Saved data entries
+++

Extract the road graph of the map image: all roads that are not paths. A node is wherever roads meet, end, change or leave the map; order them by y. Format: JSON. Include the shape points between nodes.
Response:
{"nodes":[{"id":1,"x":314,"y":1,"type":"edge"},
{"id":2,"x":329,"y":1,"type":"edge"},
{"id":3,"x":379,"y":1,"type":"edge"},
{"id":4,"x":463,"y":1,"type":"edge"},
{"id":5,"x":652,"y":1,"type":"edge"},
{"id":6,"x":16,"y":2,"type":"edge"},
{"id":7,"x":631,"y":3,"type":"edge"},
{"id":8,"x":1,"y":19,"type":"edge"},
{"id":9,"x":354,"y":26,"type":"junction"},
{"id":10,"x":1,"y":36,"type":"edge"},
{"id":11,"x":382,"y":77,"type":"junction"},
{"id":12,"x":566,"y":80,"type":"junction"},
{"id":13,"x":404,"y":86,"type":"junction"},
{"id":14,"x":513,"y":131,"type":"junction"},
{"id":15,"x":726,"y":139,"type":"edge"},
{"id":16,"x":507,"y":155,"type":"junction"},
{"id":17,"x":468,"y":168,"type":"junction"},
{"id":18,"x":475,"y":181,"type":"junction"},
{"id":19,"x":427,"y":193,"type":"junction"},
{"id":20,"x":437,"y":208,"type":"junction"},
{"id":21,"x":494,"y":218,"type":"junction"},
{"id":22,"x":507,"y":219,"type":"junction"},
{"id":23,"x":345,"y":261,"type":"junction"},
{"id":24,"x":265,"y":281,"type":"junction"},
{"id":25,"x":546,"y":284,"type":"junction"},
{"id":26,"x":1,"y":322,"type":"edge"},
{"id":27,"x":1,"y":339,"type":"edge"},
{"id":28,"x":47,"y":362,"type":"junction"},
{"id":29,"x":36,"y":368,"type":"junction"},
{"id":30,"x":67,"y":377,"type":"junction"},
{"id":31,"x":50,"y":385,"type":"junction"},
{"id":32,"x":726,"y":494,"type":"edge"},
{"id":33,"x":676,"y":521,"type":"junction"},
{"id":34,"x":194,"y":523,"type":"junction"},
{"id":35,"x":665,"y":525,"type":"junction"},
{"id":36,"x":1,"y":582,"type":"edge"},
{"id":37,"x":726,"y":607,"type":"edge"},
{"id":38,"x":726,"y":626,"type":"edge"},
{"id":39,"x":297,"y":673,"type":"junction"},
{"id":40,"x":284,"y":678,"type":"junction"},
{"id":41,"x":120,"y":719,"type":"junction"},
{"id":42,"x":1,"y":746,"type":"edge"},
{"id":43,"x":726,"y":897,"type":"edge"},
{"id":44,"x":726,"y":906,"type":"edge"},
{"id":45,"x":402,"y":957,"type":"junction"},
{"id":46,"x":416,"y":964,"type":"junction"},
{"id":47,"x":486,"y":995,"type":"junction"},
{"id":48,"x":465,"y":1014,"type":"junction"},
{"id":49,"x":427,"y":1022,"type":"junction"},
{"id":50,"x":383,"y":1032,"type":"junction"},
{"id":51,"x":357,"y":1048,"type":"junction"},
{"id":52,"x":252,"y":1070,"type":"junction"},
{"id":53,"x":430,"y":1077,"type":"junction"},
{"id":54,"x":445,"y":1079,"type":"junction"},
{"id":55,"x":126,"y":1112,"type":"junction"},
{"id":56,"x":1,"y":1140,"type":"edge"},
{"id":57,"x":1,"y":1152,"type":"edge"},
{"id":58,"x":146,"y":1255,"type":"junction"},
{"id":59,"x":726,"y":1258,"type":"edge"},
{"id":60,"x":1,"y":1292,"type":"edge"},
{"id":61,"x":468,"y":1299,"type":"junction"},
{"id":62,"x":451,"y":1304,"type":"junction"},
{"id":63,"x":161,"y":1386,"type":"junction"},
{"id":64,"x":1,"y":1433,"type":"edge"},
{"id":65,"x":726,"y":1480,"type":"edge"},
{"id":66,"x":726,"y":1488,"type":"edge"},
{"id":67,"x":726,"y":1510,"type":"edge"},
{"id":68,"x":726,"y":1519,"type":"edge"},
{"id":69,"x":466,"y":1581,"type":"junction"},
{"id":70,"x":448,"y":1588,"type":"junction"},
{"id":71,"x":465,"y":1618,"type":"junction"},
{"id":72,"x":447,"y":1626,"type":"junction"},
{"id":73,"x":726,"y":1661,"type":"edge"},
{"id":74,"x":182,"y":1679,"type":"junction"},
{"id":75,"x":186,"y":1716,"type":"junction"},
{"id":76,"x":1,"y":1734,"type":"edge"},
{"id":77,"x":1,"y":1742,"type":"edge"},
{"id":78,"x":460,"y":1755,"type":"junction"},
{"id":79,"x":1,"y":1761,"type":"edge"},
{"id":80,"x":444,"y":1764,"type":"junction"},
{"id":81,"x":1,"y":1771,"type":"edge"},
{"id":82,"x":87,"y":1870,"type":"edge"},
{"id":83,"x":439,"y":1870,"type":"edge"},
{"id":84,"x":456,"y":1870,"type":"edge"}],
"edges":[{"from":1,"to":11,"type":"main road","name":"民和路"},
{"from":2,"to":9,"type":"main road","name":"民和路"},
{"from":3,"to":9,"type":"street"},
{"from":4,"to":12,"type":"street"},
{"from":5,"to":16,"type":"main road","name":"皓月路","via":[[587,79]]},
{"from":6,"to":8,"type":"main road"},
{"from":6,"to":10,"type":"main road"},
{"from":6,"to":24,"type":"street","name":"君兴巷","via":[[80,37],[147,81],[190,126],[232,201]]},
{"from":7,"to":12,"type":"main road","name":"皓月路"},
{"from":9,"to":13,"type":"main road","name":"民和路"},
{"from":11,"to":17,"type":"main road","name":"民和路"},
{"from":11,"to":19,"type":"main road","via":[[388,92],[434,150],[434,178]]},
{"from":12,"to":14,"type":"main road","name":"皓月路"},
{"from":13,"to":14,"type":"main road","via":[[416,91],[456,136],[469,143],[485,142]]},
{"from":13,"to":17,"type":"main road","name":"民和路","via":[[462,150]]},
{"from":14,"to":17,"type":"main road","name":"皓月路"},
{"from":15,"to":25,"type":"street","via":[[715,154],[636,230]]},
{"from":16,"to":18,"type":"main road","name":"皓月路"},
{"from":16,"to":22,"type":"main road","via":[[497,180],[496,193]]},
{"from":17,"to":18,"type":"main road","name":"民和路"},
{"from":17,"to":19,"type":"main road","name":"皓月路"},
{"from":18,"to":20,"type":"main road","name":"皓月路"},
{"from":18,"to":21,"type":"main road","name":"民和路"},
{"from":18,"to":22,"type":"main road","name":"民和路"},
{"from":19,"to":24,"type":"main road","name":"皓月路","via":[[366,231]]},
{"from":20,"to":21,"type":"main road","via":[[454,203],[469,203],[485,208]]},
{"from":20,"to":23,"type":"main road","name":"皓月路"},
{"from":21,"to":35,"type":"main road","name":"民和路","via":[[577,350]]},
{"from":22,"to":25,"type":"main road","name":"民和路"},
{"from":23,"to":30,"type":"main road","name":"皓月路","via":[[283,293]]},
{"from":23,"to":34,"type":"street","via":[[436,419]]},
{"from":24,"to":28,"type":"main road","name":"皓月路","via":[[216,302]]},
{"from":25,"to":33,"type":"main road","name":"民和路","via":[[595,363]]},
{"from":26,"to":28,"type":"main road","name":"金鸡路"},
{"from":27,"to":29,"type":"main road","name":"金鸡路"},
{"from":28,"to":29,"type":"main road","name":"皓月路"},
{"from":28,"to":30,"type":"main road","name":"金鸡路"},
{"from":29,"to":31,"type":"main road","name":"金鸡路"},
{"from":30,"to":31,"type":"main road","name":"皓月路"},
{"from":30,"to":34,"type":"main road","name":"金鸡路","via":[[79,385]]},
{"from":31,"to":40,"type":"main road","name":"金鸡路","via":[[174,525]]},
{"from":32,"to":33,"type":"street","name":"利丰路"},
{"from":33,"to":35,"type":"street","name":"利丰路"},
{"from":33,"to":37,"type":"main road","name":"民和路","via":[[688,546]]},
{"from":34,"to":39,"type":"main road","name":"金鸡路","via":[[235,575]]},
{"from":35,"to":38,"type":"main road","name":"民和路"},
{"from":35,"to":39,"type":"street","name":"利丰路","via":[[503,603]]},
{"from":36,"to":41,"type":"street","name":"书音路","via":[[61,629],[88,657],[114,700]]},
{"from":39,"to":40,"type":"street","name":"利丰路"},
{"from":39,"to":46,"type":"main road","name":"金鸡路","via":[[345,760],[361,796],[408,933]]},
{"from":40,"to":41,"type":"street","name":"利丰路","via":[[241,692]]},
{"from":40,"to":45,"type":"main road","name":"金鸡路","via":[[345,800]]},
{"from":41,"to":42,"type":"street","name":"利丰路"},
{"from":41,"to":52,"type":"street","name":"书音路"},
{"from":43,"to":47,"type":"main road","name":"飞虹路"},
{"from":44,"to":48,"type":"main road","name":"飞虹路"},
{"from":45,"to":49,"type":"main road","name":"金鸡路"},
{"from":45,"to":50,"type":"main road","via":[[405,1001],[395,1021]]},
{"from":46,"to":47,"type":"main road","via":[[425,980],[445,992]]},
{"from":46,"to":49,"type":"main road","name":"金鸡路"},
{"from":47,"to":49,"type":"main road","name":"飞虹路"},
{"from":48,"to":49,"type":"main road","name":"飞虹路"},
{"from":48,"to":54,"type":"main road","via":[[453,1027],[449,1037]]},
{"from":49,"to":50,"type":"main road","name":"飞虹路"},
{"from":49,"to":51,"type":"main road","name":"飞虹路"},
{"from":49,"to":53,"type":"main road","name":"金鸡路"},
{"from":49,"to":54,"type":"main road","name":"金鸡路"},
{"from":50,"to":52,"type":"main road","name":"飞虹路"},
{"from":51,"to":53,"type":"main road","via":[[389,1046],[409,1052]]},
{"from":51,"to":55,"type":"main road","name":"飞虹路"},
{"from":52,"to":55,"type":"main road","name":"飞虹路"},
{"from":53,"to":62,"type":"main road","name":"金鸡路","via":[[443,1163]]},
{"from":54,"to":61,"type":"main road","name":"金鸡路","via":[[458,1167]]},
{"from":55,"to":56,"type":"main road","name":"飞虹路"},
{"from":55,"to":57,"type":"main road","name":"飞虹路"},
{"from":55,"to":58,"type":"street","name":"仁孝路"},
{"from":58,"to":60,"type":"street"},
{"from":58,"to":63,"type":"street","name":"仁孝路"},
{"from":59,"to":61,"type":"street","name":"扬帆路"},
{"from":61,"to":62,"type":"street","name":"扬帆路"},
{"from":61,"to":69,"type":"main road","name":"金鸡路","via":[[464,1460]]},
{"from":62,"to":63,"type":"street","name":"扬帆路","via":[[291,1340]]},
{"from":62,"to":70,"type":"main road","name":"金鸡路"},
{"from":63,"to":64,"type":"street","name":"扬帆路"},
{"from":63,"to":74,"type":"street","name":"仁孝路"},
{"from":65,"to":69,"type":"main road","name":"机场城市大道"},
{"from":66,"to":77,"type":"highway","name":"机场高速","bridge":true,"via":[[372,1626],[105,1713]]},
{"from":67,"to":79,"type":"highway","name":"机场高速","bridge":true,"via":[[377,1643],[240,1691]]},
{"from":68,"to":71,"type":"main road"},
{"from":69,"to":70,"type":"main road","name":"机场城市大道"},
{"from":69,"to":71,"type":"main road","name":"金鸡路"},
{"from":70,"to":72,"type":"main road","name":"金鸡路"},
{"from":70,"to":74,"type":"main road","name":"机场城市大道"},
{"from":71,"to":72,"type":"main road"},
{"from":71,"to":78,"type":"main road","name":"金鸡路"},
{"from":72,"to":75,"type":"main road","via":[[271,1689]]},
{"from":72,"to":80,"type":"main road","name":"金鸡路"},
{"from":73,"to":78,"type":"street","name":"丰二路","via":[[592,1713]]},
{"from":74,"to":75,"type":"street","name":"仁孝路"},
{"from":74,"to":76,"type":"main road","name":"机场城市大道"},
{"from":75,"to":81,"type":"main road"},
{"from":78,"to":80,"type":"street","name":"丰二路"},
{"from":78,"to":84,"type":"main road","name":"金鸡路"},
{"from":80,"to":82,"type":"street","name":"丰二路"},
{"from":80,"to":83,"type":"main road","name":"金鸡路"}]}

+++

▸ Instructions for the task: Look through the records and copy down every line that holds "bridge".

▸ Solution below:
{"from":66,"to":77,"type":"highway","name":"机场高速","bridge":true,"via":[[372,1626],[105,1713]]},
{"from":67,"to":79,"type":"highway","name":"机场高速","bridge":true,"via":[[377,1643],[240,1691]]},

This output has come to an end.